Immunohistochemical detection of carcinoembryonic antigen and P-glycoprotein in small cell lung cancer at diagnosis and relapse, with special reference to the tissue expression of CEA and response to chemotherapy

Abstract

Small cell lung cancer (SCLC) is one of the most sensitive tumors to drug therapy; however, the majority of patients eventually relapse within a few years. Emergence of drug resistance is thought to play a major role in the dismal course of this disease. However, the mechanism of drug resistance in SCLC still remains obscure. Based on the clinical observation that a significant proportion of patients with relapsing tumor show an elevated serum carcinoembryonic antigen (CEA) concentration while serum neuron-specific enolase (NSE) concentration remains normal, we attempted to determine whether the tissue of CEA is indicative of a clonal change in SCLC, in contrast with the tissue expression of NSE and P-glycoprotein (P-gp). We examined 22 SCLC patients with tumor specimens available both at diagnosis and at relapse. Of the 22 patients, two had CEA expression at diagnosis, and a further three patients showed CEA expression at relapse. It is of note that there were two patients whose tumors expressed NSE alone at diagnosis but expressed CEA alone at relapse.
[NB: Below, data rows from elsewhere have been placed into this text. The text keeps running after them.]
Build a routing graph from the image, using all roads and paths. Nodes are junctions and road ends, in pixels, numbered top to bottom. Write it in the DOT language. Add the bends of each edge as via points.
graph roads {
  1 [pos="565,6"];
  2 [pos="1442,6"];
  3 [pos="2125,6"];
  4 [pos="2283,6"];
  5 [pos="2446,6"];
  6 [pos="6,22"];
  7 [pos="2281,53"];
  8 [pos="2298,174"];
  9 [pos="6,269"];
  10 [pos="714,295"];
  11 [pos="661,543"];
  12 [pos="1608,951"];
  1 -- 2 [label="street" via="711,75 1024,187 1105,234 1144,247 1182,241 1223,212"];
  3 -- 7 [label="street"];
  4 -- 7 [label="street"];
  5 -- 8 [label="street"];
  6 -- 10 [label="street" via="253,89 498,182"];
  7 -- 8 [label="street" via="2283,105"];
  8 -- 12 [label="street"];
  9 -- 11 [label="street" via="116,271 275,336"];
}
Serum CEA concentration was concordant with the tissue expression of CEA; however, serum NSE concentration was not concordant with the tissue expression of NSE. Tumors with CEA expression at relapse were generally resistant to salvage chemotherapy, while there was no close relationship between the tissue expression of P-gp and refractoriness to drugs at relapse. These findings indicate that the tissue expression of CEA in SCLC is a marker of a clonal change during chemotherapy, and such a clonal change would play a role in the emergence of drug resistance in SCLC.